Can't pickle custom environment with nested class #219

Open ffnc1020 opened 6 years ago

ffnc1020 commented 6 years ago

Hi, I am new to RL, new to rllab, and new to python. I am trying to train a policy to do continuous control for a custom environment.
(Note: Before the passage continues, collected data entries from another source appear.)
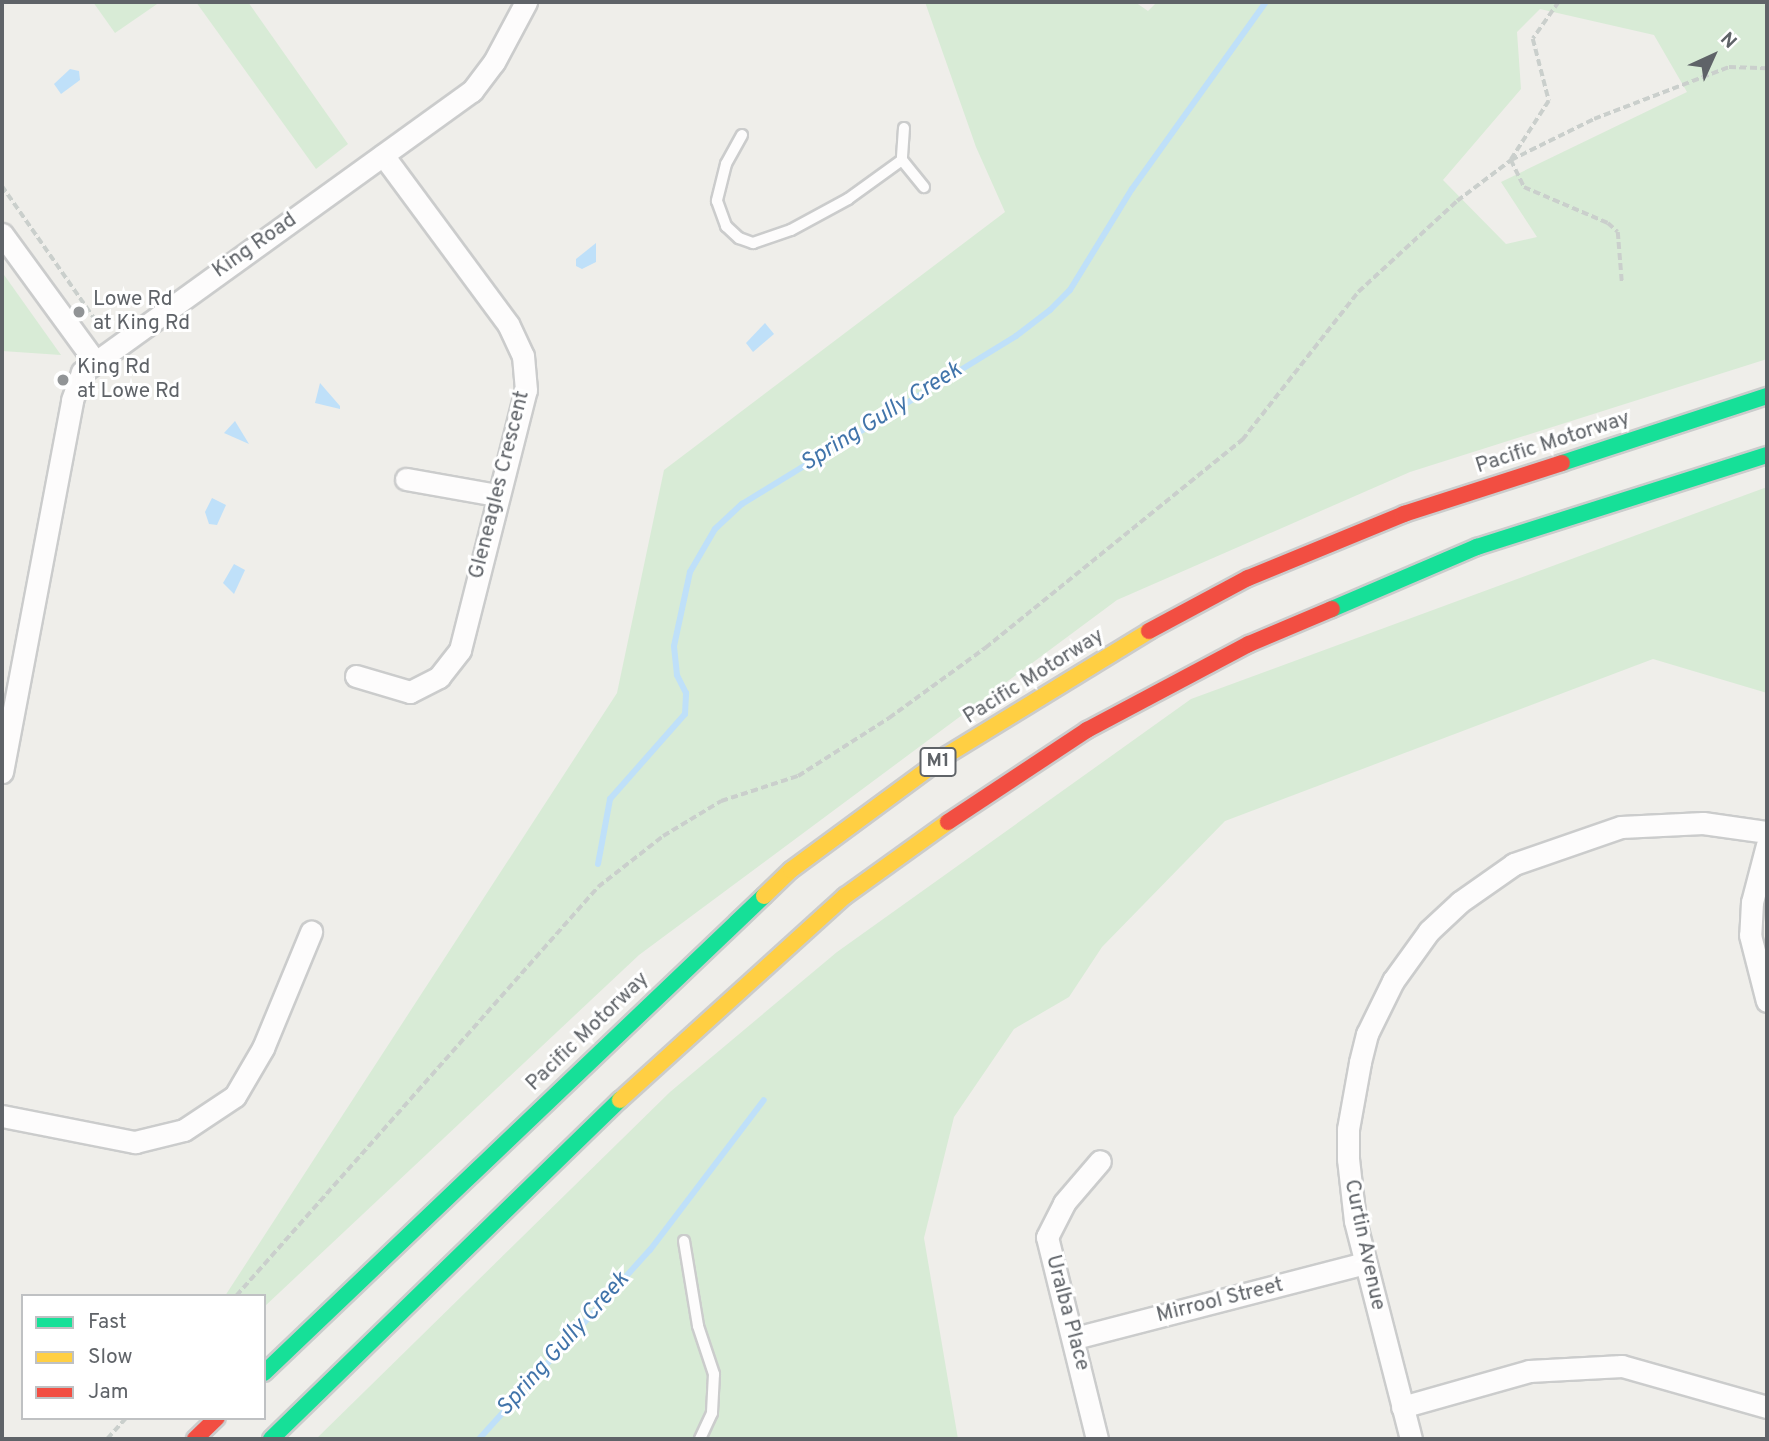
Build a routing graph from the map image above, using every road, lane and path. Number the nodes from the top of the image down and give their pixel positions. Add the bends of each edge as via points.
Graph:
1 (526, 2) edge
2 (1559, 2) edge
3 (1767, 68) edge
4 (904, 128) dead end
5 (742, 135) dead end
6 (383, 155) junction
7 (902, 160) junction
8 (1511, 160) junction
9 (2, 186) edge
10 (924, 187) dead end
11 (2, 234) edge
12 (1622, 282) dead end
13 (97, 322) dead end
14 (94, 360) junction
15 (1767, 396) edge
16 (1767, 455) edge
17 (406, 479) dead end
18 (497, 495) junction
19 (356, 676) dead end
20 (2, 772) edge
21 (1767, 832) edge
22 (1767, 845) edge
23 (311, 932) dead end
24 (1767, 1001) edge
25 (2, 1116) edge
26 (1100, 1161) dead end
27 (684, 1241) dead end
28 (1364, 1263) junction
29 (238, 1294) edge
30 (1075, 1338) junction
31 (266, 1371) edge
32 (1402, 1407) junction
33 (1767, 1408) edge
34 (124, 1420) edge
35 (215, 1420) edge
36 (107, 1439) edge
37 (195, 1439) edge
38 (271, 1439) edge
39 (700, 1439) edge
40 (1097, 1439) edge
41 (1411, 1439) edge

1 - 6 street, King Road via 494,62 472,91
2 - 8 path via 1533,39 1549,101
3 - 8 path via 1729,67 1594,120
4 - 7 lane
5 - 7 lane via 726,164 717,201 726,226 738,238 753,243 791,230 848,199
6 - 14 street, King Road
6 - 18 street, Gleneagles Crescent via 508,324 523,356 526,390
7 - 10 lane
8 - 12 path via 1524,187 1608,223 1618,232
8 - 29 path via 1457,201 1358,292 1242,440 985,648 889,718 798,776 721,800 663,836 598,887
9 - 13 path
11 - 14 street
14 - 20 street, King Road via 75,385
15 - 31 highway, Pacific Motorway / M1 via 1404,514 1248,579 1133,640 947,755 791,870
16 - 38 highway, M1 via 1477,547 1249,644 1087,730 968,807 845,896 631,1090
17 - 18 street
18 - 19 street, Gleneagles Crescent via 460,650 439,677 410,692
21 - 28 street, Curtin Avenue via 1703,823 1621,827 1514,864 1460,902 1429,931 1393,981 1367,1034 1353,1094 1348,1159
22 - 24 street via 1752,902 1750,935
23 - 25 street via 264,1048 235,1096 184,1130 135,1142
26 - 30 street, Uralba Place via 1064,1203 1047,1237
27 - 39 lane via 698,1326 714,1374 712,1413
28 - 30 street, Mirrool Street
28 - 32 street, Curtin Avenue
30 - 40 street, Uralba Place
32 - 33 street via 1529,1371 1622,1366
32 - 41 street, Curtin Avenue
34 - 36 path
35 - 37 highway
I implement the environment in my_sim_env.py according to this, and I can run the script fine. https://rllab.readthedocs.io/en/latest/user/implement_env.html

But when I try the pickled mode because I want to save the results and parameters, it gives attribute error after one iteration like this:

Traceback (most recent call last):
  File "/usr/local/miniconda3/envs/rllab3/lib/python3.5/pickle.py", line 268, in _getattribute
    obj = getattr(obj, subpath)
AttributeError: module 'pydart2.gui.trackball' has no attribute 'c_float_Array_16'

During handling of the above exception, another exception occurred:

Traceback (most recent call last):
  File "/usr/local/miniconda3/envs/rllab3/lib/python3.5/pickle.py", line 907, in save_global
    obj2, parent = _getattribute(module, name)
  File "/usr/local/miniconda3/envs/rllab3/lib/python3.5/pickle.py", line 271, in _getattribute
    .format(name, obj))
AttributeError: Can't get attribute 'c_float_Array_16' on <module 'pydart2.gui.trackball' from '/Users/guy/Workspace/rllab/pydart2/pydart2/gui/trackball.py'>

During handling of the above exception, another exception occurred:
...
more error...
...
File "/usr/local/miniconda3/envs/rllab3/lib/python3.5/pickle.py", line 911, in save_global
    (obj, module_name, name))
_pickle.PicklingError: Can't pickle <class 'pydart2.gui.trackball.c_float_Array_16'>: it's not found as pydart2.gui.trackball.c_float_Array_16

My code looks like this

from rllab.algos.trpo import TRPO
from rllab.baselines.linear_feature_baseline import LinearFeatureBaseline
from rllab.envs.normalized_env import normalize
from rllab.misc.instrument import stub, run_experiment_lite
from rllab.policies.gaussian_mlp_policy import GaussianMLPPolicy
import sys

from my_sim_env import MySimEnv

stub(globals())
env = normalize(MySimEnv())
policy = GaussianMLPPolicy(
    env_spec=env.spec,
    hidden_sizes=(32, 32)

)
baseline = LinearFeatureBaseline(env_spec=env.spec)

algo = TRPO(
    env=env,
    policy=policy,
    baseline=baseline,
    batch_size=4000,
    max_path_length=100,
    n_itr=5,
    discount=0.99,
    step_size=0.01,
    # Uncomment both lines (this and the plot parameter below) to enable plotting
    # plot=True,
)

run_experiment_lite(
    algo.train(),
    # Number of parallel workers for sampling
    n_parallel=1,
    # Only keep the snapshot parameters for the last iteration
    snapshot_mode="last",
    # Specifies the seed for the experiment. If this is not provided, a random seed
    # will be used
    seed=1,
    # plot=True,
)

InMySimEnv I created a custom class instance which uses pydart.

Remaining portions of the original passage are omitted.